Correspondence to: Nancy Collop, MD, FCCP, Division of Pulmonary/Critical Care, University of Mississippi Medical Center, 2500 N State St, Jackson, MS 39216; e-mail: ncollop{at}aol.com
In 1996, I wrote an editorial discussing the relationship between obstructive sleep apnea (OSA) and hypertension.1 In that issue of CHEST, Coy et al2 presented data supporting the link between these two common disorders. They examined patients with OSA to determine if the severity of OSA as defined by the apnea-hypopnea index (AHI) was correlated with the presence of hypertension. Indeed, AHI was correlated with an elevated diastolic BP, independent of body mass index and age.
New information has subsequently become available to further define this relationship. Two large epidemiologic studies showed increasing odds ratios for the presence of hypertension related to the severity of OSA as defined by the AHI.3 4 In both articles, this relationship persisted even after adjusting for a variety of confounding variables often noted in the patient populations with these disorders (age, gender, body mass index, tobacco use, etc). These again showed OSA and hypertension are clearly linked, without conferring causality.
One approach to establishing causation would be to demonstrate that treatment of OSA mitigates hypertension. Although several studies have used this approach,5 6 7 8 9 the study in this issue of CHEST (see page 1125) is the only one to use a hypertensive, nonapneic control group and treat them with nasal continuous positive airway pressure (CPAP). The experimental design, therefore, examined the possibility that CPAP itself may alter BP unassociated with any effects it may have on eliminating OSA. Another unique aspect of this study was that the recruited study population was hypertensive patients rather than patients with OSA, and was reportedly "asymptomatic" with regards to the presence of hypersomnia and/or sleep fragmentation.

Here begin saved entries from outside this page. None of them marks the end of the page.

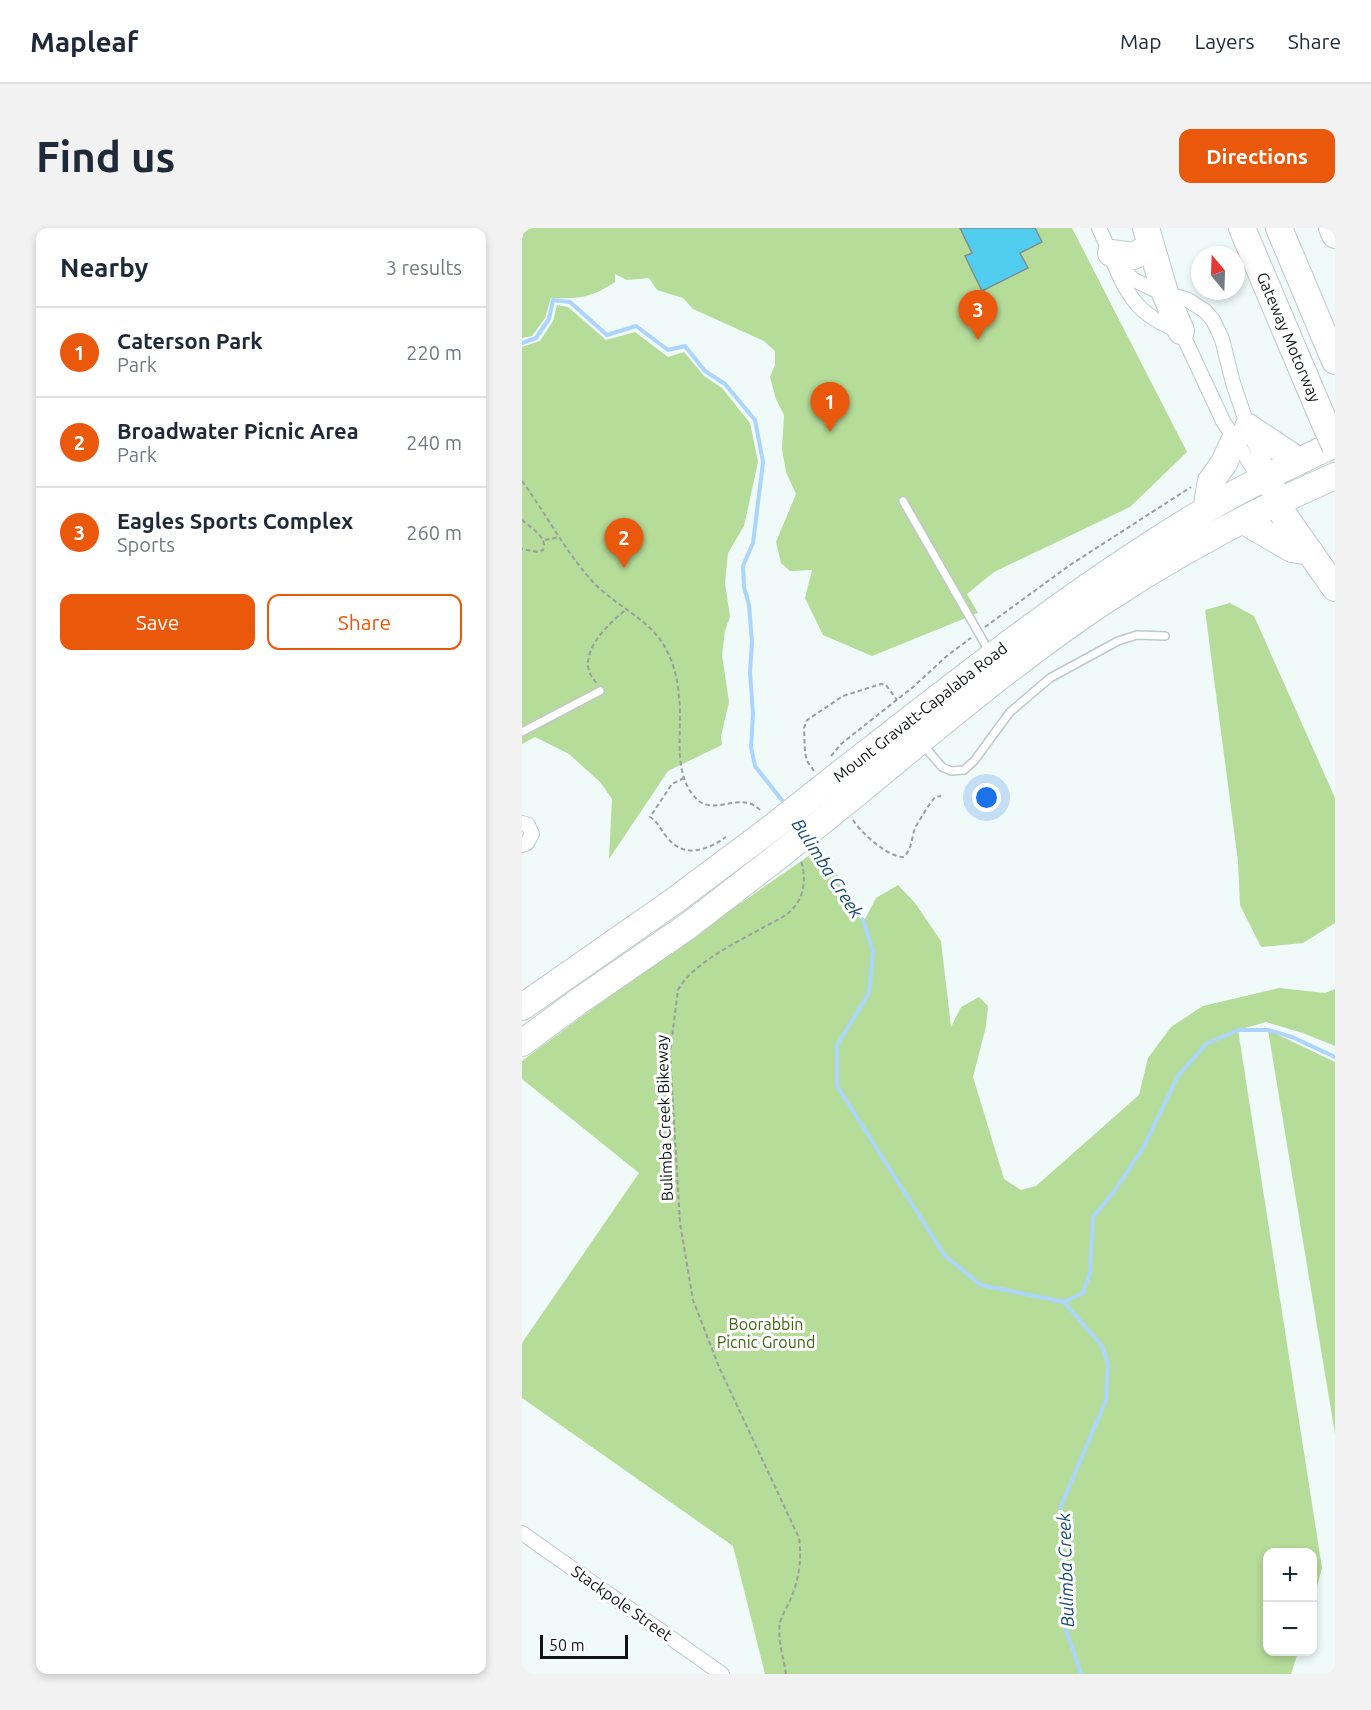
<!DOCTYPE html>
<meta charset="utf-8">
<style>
:root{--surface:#fff;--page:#f2f2f3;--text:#1f2937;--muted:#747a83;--line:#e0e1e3;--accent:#ea580c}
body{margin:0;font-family:Ubuntu,sans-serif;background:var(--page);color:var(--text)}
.controls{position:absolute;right:18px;bottom:18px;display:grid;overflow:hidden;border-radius:12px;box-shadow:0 3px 9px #0003}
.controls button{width:54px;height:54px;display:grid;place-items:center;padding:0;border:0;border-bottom:2px solid var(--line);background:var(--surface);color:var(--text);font:30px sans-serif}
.compass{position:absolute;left:669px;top:18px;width:54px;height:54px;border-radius:50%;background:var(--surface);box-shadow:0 3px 9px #0003;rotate:341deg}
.scale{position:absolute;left:18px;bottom:15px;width:88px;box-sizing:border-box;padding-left:6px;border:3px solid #111414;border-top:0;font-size:16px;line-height:21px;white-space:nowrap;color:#111414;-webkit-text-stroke:4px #fff;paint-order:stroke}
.you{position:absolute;left:465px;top:570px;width:21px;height:21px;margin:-15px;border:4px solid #fff;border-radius:50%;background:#1a73e8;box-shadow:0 0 0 9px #1a73e833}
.badge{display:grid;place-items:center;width:39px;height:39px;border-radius:50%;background:var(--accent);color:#fff;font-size:20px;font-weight:700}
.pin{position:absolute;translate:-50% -50px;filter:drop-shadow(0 2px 3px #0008)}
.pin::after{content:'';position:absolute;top:32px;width:21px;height:18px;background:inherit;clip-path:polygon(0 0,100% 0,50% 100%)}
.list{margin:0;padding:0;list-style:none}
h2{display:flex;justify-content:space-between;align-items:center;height:78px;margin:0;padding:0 24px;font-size:26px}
h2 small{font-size:20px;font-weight:400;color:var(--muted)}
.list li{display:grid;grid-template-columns:39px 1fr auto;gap:18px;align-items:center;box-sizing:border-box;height:90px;padding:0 24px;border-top:2px solid var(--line)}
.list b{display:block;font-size:22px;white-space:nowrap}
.list p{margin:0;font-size:20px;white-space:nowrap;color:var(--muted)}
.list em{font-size:20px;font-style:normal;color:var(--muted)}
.actions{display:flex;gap:12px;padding:18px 24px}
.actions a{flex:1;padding:14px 0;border:2px solid var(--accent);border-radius:12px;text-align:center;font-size:21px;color:var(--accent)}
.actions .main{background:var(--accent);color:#fff}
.map{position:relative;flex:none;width:813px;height:1446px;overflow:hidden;border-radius:12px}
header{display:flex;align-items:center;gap:36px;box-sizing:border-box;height:84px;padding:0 30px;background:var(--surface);border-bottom:2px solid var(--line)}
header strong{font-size:28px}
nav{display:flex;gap:33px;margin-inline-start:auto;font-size:21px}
.intro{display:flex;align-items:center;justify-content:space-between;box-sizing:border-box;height:144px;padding:0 36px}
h1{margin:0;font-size:42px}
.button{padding:15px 27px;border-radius:12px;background:var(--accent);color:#fff;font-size:21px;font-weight:700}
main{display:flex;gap:36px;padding:0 36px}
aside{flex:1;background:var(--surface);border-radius:12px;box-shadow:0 3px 9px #0003}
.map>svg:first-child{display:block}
.green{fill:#b6dc99}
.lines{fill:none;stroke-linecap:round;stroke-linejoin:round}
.stream{stroke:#acd5fd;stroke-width:4}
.building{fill:#51ceef;stroke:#838c8e;stroke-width:1.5}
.lane-casing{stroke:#bfc9c8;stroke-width:10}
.street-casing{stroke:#bfc9c8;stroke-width:16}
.highway-casing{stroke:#bfc9c8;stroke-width:28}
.path{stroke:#989f9f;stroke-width:2;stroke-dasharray:4.5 3;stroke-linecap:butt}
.lane{stroke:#fff;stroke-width:7}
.street{stroke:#fff;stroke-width:14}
.highway{stroke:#fff;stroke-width:26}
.highway-bridge-casing{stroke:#bfc9c8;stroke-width:28;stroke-linecap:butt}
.highway-bridge{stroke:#fff;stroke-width:26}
.labels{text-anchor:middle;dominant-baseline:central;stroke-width:6;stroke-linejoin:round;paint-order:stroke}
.street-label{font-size:16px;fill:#111414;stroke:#fff}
.park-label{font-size:16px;fill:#3e6510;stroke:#fff}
.water-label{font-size:18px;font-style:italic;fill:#164a73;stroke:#fff}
</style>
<header>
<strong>Mapleaf</strong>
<nav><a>Map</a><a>Layers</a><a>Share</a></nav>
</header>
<div class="intro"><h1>Find us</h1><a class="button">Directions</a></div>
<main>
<aside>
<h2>Nearby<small>3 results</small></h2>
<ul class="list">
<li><span class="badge">1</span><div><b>Caterson Park</b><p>Park</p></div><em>220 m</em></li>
<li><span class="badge">2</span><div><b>Broadwater Picnic Area</b><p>Park</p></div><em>240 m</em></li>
<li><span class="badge">3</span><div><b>Eagles Sports Complex</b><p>Sports</p></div><em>260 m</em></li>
</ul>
<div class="actions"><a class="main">Save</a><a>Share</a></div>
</aside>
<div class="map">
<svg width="813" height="1446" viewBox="0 0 813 1446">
<rect width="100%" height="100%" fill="#effaf9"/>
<!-- green -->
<g class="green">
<path d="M0,0H550L665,224L608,279L472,344L445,366L456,385L350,428L301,407L283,370L290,342L268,343L259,335L254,314L274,266L264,244L260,221L262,187L254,171L248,149L253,137V123L242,113L171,81L161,70L135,62L127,50L105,52L93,46V54C68,70 57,71 29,70L23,90L10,108L0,110Z"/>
<path d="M35,77L46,79L84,112L113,104L146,129L162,124L182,148L200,160L228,195L236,234L222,298L206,325L203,355L208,389L203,402L200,427L207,474L199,508L200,517L146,543L87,631L90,571L78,554L47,526L13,509L0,516V119L18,113L31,93Z"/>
<path d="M708,375L732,388L813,570V695L781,715L739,719L718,677L716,633L683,382Z"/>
<path d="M298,620L342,693L354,670L376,657L393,675L419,713L429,799L439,779L457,769L466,778L464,798L451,849L482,951L499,962L514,958L617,867L626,830L649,799L681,778L757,760L803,765L813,761V818L781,805L744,794L716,802L800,1340L791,1374L790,1324H746V1424H776L769,1446H243L211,1318L0,1170V1115L117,945L0,851V833L124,741Z"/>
<path d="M746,802L813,834V1206Z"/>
</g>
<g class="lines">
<!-- stream -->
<g class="stream">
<path d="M0,115L14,110L27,91L31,72L48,74L85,107L114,98L146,122L163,118L183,143L203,156L233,192L241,234L231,315L221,338L222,359L227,377L230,414L228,444L231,486L229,519L233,538L263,576"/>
<path d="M292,613L342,694L351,724L347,765L315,817V858L423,1028L459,1057L542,1074L580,1118L586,1136L584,1172L539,1278L543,1399L559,1446"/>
<path d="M542,1074L561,1065L568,1045L571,989L591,965L621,920L656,848L684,816L716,802H746L770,809L813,829"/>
</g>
</g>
<!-- building -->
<path class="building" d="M438,0H513L520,14L498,25L506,40L460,63L443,28L450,25Z"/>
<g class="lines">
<!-- lane casing -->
<g class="lane-casing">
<g id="lane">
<path d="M381,273L467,423"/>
<path d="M0,504L78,463"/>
<path d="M402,518L420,539L429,543L442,542L452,533L488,484L528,450L596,413L615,407L643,408"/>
</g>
</g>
<!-- street casing -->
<g class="street-casing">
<g id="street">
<path d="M577,0C599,47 603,86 659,103L701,193L754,276"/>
<path d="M594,35L612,52L631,61L666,72L683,83L691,92L700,111L711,155L730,211L763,271"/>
<path d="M0,595L6,597L10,606L5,615L0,617"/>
<path d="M0,1305L200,1446"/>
</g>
</g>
<!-- highway casing -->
<g class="highway-casing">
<g id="highway">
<path d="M624,0L643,65L659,103"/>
<path d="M720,0L801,191"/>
<path d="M757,0L813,133"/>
<path d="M810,0L813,7"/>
<path d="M589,25L612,28L628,18"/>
<path d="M726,199L777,233"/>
<path d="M754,276L813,360"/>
<path d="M684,282L689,253L702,235L712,213"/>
<path d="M720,292L770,321L788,324"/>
<path d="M319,545C437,453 555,359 684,282C725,257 769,237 813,216"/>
<path d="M335,565C415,499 495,431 582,373C655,325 733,283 813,248"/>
<path d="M0,779L152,673L239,608"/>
<path d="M0,815L57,773L166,698L254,630"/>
</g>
</g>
<!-- path -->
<g class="path">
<path d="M0,253C25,287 45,327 74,357C97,380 129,392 144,421C152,436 156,453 157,469C161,501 150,540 171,567C190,593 219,559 240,584"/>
<path d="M0,292C9,300 26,309 21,322L16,324L0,321"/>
<path d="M23,312L37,309"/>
<path d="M463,399L548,337L669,259"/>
<path d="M74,455C72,451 68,447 67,443C60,420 89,393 105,381"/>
<path d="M309,528L319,516L391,459L426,427L449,410"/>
<path d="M292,543L285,533L283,524L282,500L285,492L321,468L359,456L364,457L375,472"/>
<path d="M162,550L150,556L128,589C136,594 138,601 144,608C161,631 184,623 204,609"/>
<path d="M331,592C339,605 366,629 381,629C391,622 389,608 394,598C400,588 406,578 413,569L419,568"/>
<path d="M264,1446C262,1431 255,1411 258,1395C260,1386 266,1378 269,1370C277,1351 280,1331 277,1310L197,1139L171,1072L158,995L148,825L156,762C169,736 217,713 242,699C253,693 266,688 273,678C283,666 284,647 279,633"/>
</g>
<!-- lane -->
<use href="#lane" class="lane"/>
<!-- street -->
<use href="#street" class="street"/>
<!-- highway -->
<use href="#highway" class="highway"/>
<!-- highway-bridge casing -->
<g class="highway-bridge-casing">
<g id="highway-bridge">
<path d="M801,191L813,218"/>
<path d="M239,608L319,545"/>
<path d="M254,630L335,565"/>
</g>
</g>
<!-- highway-bridge -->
<use href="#highway-bridge" class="highway-bridge"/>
</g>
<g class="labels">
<!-- street labels -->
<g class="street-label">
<text transform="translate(767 109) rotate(67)">Gateway Motorway</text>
<text transform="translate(398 484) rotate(-38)">Mount Gravatt-Capalaba Road</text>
<text transform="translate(142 890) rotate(-92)">Bulimba Creek Bikeway</text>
<text transform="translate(100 1375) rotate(35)">Stackpole Street</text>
</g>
<!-- park labels -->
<g class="park-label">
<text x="244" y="1096">Boorabbin<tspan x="244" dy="18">Picnic Ground</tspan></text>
</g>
<!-- water labels -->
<g class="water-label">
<text transform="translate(306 640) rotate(57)">Bulimba Creek</text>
<text transform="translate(543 1342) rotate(-92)">Bulimba Creek</text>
</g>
</g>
</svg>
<div class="controls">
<button>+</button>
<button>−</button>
</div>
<svg class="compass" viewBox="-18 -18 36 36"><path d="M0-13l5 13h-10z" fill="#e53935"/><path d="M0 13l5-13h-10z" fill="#747a83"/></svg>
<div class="scale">50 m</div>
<div class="you"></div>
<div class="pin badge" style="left:308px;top:204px">1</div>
<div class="pin badge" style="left:102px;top:340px">2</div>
<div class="pin badge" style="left:456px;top:112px">3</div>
</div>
</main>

The study participants wore nasal CPAP for 3 weeks, during which time the authors noted a significant change in nocturnal BP in the OSA group with a similar trend of decreasing daytime BP. The control group had no significant change in BP with CPAP, suggesting the CPAP itself does not alter BP independent of its effect on OSA.
There are some notable limitations of this study. Nasal CPAP is an onerous therapy, particularly if the person wearing it receives no benefit from its use. As would be expected, the control group was not as compliant with CPAP as the OSA group, raising the possibility that hypertension was not improved in the control population because they did not wear their CPAP as frequently. The difference in CPAP adherence between the groups could also suggest that symptoms were less "occult" than suggested, as they used their CPAP much more than the control subjects (5.7 ± 1.7 hours per night vs 3.5 ± 2.2 hours per night). Unfortunately, no measurements of subjective or objective sleepiness were reported.
As we inch inexorably closer to confirming that OSA can cause diurnal hypertension, additional questions arise. Does OSA-induced hypertension have the same cardiovascular consequences as hypertension from other causes? Should hypertensive patients with milder forms of OSA be treated more aggressively with regard to their OSA than nonhypertensive OSA patients? What is the mechanism explaining why some OSA patients acquire hypertension and others do not? The outcome data, as are being collected in the Sleep Heart Health Study and Wisconsin Cohort Study, should help answer some of these questions.
It appears that OSA is a contributing risk factor for cardiovascular disease. Physicians treating patients with hypertension should now consider OSA in their differential diagnosis of all patients with hypertension.